Since 1991, Living Cities has made strategic investments in the work of nonprofit community development corporations in 23 cities across the U.S.
This report tackles three questions: One, where has the money gone? A thorough and independent due diligence on the spending of the capital ensures that we are accountable for our funds. Two, what has transpired over the course of the last 13 years, and how can the lessons of this process guide future spending and local activity? And, three, how well is the Living Cities model working? Does it produce the types of programs and projects that significantly help people in disadvantaged neighborhoods?
What this report shows should prove heartening to investors, intermediaries, and communities alike. Living Cities' investment of over $370 million in it firs 13 years helped to catalyze additional public and private investment in projects costing over $11 billion. Funding does indeed go to very low-income neighborhoods that are often bypassed by “normal” capital markets. Through June 2004, Living Cities funding financed development of about 112,000 homes in the 23 locales, enough to house the population of a city the size of St. Paul, Minnesota, or Raleigh, North Carolina.
It should come as no surprise–but the report provides additional evidence–that the development of housing in low-income communities is essential for improving the lives of their residents. Housing allows residents to move from welfare to self-sufficiency and, from there, to build assets for education, retirement, and a better life.
What’s more, community development corporations (CDCs) are indeed proving to be effective vehicles for transforming blighted neighborhoods. Not all CDCs operate at maximum efficiency, but most–especially those with strong support systems in the community–are engaged in multifaceted community development activites even beyond housing.

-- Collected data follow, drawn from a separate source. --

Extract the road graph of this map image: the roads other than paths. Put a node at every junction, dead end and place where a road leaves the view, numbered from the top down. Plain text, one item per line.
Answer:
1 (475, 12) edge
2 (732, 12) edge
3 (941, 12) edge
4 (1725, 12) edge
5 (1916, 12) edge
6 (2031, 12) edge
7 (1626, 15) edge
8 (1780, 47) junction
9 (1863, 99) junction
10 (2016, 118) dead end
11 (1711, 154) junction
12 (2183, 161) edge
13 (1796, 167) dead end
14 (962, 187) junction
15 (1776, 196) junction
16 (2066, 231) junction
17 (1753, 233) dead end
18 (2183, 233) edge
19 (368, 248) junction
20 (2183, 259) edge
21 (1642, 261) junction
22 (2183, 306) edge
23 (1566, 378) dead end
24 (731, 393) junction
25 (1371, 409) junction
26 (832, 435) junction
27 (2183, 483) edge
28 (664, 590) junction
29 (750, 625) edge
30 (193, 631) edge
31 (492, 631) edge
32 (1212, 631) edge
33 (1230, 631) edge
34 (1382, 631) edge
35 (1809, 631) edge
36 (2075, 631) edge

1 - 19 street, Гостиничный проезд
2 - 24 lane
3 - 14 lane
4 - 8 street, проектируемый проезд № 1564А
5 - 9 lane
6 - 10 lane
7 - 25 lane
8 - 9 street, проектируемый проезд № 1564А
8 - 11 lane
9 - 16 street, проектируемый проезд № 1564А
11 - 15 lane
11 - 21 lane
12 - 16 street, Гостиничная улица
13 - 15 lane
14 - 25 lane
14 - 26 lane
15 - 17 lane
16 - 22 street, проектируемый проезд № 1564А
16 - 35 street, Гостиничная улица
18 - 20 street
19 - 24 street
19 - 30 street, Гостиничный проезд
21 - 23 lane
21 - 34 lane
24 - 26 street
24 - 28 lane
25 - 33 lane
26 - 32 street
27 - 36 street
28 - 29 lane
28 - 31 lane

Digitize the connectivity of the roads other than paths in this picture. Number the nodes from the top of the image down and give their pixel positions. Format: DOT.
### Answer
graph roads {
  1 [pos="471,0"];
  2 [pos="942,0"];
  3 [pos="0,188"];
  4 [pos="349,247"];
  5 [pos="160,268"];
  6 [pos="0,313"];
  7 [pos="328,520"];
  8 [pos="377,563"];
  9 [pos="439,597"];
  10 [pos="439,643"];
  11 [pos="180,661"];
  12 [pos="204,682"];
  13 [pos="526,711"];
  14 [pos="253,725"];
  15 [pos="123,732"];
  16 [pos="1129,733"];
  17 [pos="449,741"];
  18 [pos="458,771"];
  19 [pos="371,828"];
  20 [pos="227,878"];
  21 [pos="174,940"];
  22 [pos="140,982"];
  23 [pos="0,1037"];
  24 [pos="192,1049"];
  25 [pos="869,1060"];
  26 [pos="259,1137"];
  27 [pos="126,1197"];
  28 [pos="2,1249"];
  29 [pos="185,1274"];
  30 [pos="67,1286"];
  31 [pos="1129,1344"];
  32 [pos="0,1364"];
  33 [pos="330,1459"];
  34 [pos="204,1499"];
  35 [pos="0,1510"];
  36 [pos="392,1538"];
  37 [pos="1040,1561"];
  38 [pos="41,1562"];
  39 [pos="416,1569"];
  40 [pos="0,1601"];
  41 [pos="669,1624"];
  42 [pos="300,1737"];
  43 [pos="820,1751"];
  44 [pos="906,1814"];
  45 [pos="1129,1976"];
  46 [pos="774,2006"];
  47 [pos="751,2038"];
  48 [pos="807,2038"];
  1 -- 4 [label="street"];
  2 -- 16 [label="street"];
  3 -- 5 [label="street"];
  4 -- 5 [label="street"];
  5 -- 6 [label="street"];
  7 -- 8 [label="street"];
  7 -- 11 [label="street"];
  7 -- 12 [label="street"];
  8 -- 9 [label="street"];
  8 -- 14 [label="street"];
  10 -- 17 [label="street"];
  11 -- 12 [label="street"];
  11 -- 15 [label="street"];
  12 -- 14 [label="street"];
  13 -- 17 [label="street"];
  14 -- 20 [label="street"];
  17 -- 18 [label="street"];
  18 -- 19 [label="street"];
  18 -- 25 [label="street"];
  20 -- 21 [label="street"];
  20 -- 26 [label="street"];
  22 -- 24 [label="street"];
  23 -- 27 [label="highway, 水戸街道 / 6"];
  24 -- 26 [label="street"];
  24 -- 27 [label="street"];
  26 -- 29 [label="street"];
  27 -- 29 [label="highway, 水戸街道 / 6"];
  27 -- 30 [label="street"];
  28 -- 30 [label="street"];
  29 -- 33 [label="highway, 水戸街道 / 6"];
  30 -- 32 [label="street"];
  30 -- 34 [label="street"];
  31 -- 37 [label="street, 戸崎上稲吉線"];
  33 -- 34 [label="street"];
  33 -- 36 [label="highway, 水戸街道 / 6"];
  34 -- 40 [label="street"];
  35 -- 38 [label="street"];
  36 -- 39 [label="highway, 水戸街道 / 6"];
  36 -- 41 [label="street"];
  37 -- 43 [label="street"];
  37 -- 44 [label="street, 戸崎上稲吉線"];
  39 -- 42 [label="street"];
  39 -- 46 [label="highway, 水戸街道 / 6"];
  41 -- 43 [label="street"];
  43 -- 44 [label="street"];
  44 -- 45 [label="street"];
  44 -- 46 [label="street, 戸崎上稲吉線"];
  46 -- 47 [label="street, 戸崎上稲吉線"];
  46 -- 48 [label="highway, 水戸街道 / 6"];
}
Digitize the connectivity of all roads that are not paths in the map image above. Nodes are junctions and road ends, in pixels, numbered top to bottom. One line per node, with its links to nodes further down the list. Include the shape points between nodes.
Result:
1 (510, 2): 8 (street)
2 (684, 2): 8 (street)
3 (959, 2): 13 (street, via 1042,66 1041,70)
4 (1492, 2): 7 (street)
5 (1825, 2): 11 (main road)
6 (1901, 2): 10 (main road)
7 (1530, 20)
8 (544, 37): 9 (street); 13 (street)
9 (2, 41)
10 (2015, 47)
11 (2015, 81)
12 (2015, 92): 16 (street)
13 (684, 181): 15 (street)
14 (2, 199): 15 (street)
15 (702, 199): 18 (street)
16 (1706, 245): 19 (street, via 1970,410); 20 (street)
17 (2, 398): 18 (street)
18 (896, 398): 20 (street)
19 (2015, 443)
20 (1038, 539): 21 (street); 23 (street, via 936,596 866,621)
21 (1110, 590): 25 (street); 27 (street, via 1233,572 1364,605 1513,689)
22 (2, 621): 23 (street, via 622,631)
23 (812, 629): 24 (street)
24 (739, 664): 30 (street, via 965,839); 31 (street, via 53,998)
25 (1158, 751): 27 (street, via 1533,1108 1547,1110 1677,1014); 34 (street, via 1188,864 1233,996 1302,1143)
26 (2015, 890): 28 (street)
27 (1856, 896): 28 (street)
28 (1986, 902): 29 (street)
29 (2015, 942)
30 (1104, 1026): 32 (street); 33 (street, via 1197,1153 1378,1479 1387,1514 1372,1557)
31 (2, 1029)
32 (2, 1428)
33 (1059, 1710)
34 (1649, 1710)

Living Cities and its intermediaries are providing the missing pieces that allow CDCs to perform at their best, whether through loans for development activities, grants for organizational capacity-building, or stable financing that encourages the private sector to jump in and invest. Equally important, we are helping to improve the environment in which community development and revitalization take place.
We are not done. This report makes it clear that challenges ahead are many. But the community development model now has a proven record; it has long since moved out of the realm of wishful thinking and into the toolbox of a modern economy. It does, however, need strong and continuing public support if we are to revitalize and unleash the untapped potential of our most disadvantaged neighborhoods.